##### RECORDS PROVIDED

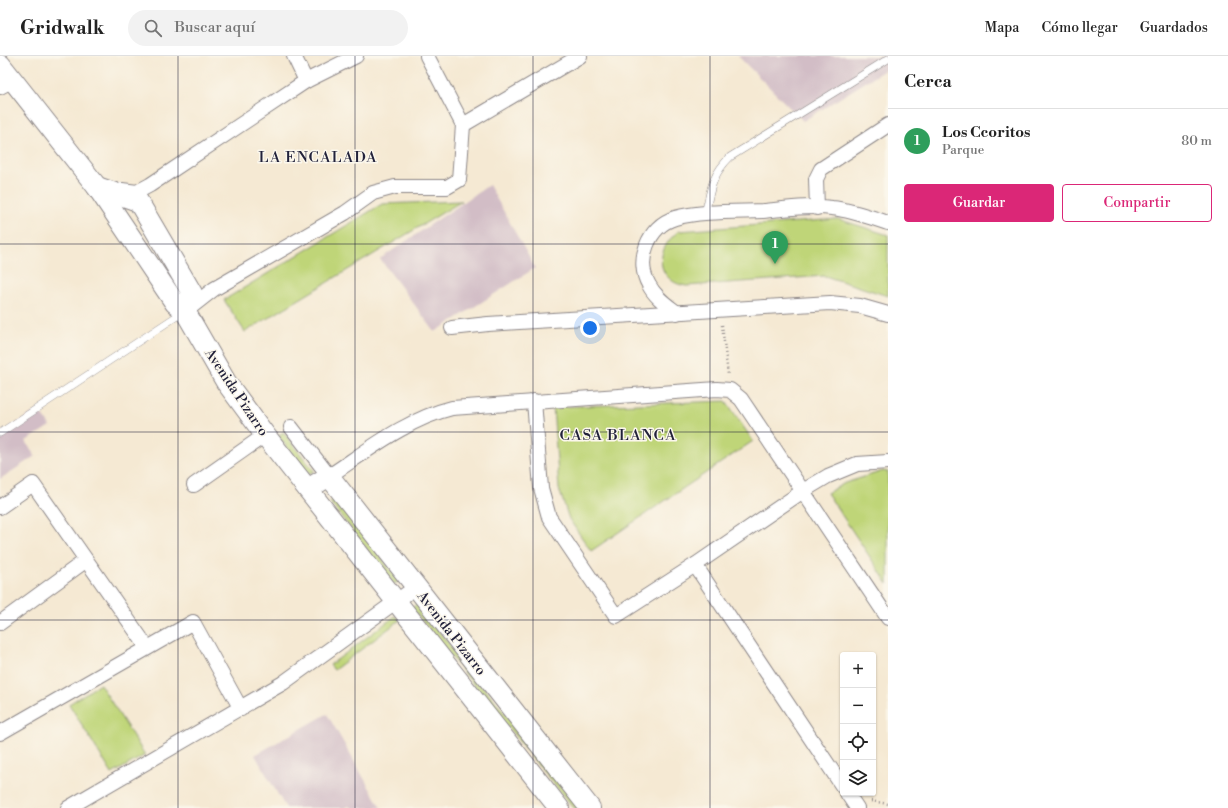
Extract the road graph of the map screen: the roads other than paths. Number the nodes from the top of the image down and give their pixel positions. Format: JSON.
{"nodes":[{"id":1,"x":294,"y":56,"type":"edge"},
{"id":2,"x":356,"y":56,"type":"edge"},
{"id":3,"x":427,"y":56,"type":"edge"},
{"id":4,"x":571,"y":58,"type":"edge"},
{"id":5,"x":888,"y":59,"type":"edge"},
{"id":6,"x":0,"y":64,"type":"edge"},
{"id":7,"x":306,"y":81,"type":"junction"},
{"id":8,"x":6,"y":84,"type":"edge"},
{"id":9,"x":463,"y":125,"type":"junction"},
{"id":10,"x":888,"y":125,"type":"edge"},
{"id":11,"x":98,"y":187,"type":"junction"},
{"id":12,"x":817,"y":208,"type":"junction"},
{"id":13,"x":705,"y":214,"type":"junction"},
{"id":14,"x":888,"y":223,"type":"edge"},
{"id":15,"x":185,"y":311,"type":"junction"},
{"id":16,"x":677,"y":313,"type":"junction"},
{"id":17,"x":888,"y":314,"type":"edge"},
{"id":18,"x":452,"y":328,"type":"dead end"},
{"id":19,"x":534,"y":401,"type":"junction"},
{"id":20,"x":292,"y":427,"type":"dead end"},
{"id":21,"x":0,"y":433,"type":"edge"},
{"id":22,"x":264,"y":435,"type":"junction"},
{"id":23,"x":888,"y":462,"type":"edge"},
{"id":24,"x":329,"y":476,"type":"junction"},
{"id":25,"x":194,"y":485,"type":"dead end"},
{"id":26,"x":308,"y":489,"type":"junction"},
{"id":27,"x":803,"y":491,"type":"junction"},
{"id":28,"x":0,"y":507,"type":"edge"},
{"id":29,"x":85,"y":561,"type":"junction"},
{"id":30,"x":695,"y":565,"type":"junction"},
{"id":31,"x":416,"y":587,"type":"junction"},
{"id":32,"x":397,"y":601,"type":"junction"},
{"id":33,"x":888,"y":618,"type":"edge"},
{"id":34,"x":0,"y":623,"type":"edge"},
{"id":35,"x":147,"y":647,"type":"junction"},
{"id":36,"x":241,"y":709,"type":"junction"},
{"id":37,"x":0,"y":733,"type":"edge"},
{"id":38,"x":840,"y":782,"type":"edge"},
{"id":39,"x":851,"y":796,"type":"edge"},
{"id":40,"x":862,"y":804,"type":"edge"},
{"id":41,"x":68,"y":808,"type":"edge"},
{"id":42,"x":559,"y":808,"type":"edge"},
{"id":43,"x":590,"y":808,"type":"edge"}],
"edges":[{"from":1,"to":7,"type":"street"},
{"from":2,"to":7,"type":"street"},
{"from":3,"to":9,"type":"street"},
{"from":4,"to":9,"type":"street"},
{"from":5,"to":13,"type":"lane"},
{"from":6,"to":8,"type":"main road"},
{"from":7,"to":11,"type":"street"},
{"from":8,"to":11,"type":"main road"},
{"from":9,"to":15,"type":"street"},
{"from":10,"to":12,"type":"street"},
{"from":11,"to":15,"type":"main road"},
{"from":12,"to":13,"type":"street"},
{"from":12,"to":14,"type":"street"},
{"from":13,"to":16,"type":"street"},
{"from":15,"to":21,"type":"lane"},
{"from":15,"to":22,"type":"main road","name":"Avenida Pizarro"},
{"from":16,"to":17,"type":"street"},
{"from":16,"to":18,"type":"street"},
{"from":19,"to":24,"type":"street"},
{"from":19,"to":27,"type":"street"},
{"from":19,"to":30,"type":"street"},
{"from":20,"to":24,"type":"street"},
{"from":22,"to":25,"type":"street"},
{"from":22,"to":26,"type":"main road","name":"Avenida Pizarro"},
{"from":23,"to":27,"type":"street"},
{"from":24,"to":26,"type":"main road"},
{"from":24,"to":31,"type":"main road","name":"Avenida Pizarro"},
{"from":26,"to":32,"type":"main road","name":"Avenida Pizarro"},
{"from":27,"to":30,"type":"street"},
{"from":27,"to":33,"type":"street"},
{"from":28,"to":29,"type":"street"},
{"from":29,"to":34,"type":"street"},
{"from":29,"to":35,"type":"street"},
{"from":30,"to":38,"type":"street"},
{"from":31,"to":32,"type":"street"},
{"from":31,"to":43,"type":"main road","name":"Avenida Pizarro"},
{"from":32,"to":36,"type":"street"},
{"from":32,"to":42,"type":"main road","name":"Avenida Pizarro"},
{"from":35,"to":36,"type":"street"},
{"from":35,"to":37,"type":"street"},
{"from":36,"to":41,"type":"street"},
{"from":39,"to":40,"type":"street"}]}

##########

AIM OF THE EXERCISE >>
Every line that contains the string "dead" should be copied from the entries.

EXERCISE RESPONSE >>
{"id":18,"x":452,"y":328,"type":"dead end"},
{"id":20,"x":292,"y":427,"type":"dead end"},
{"id":25,"x":194,"y":485,"type":"dead end"},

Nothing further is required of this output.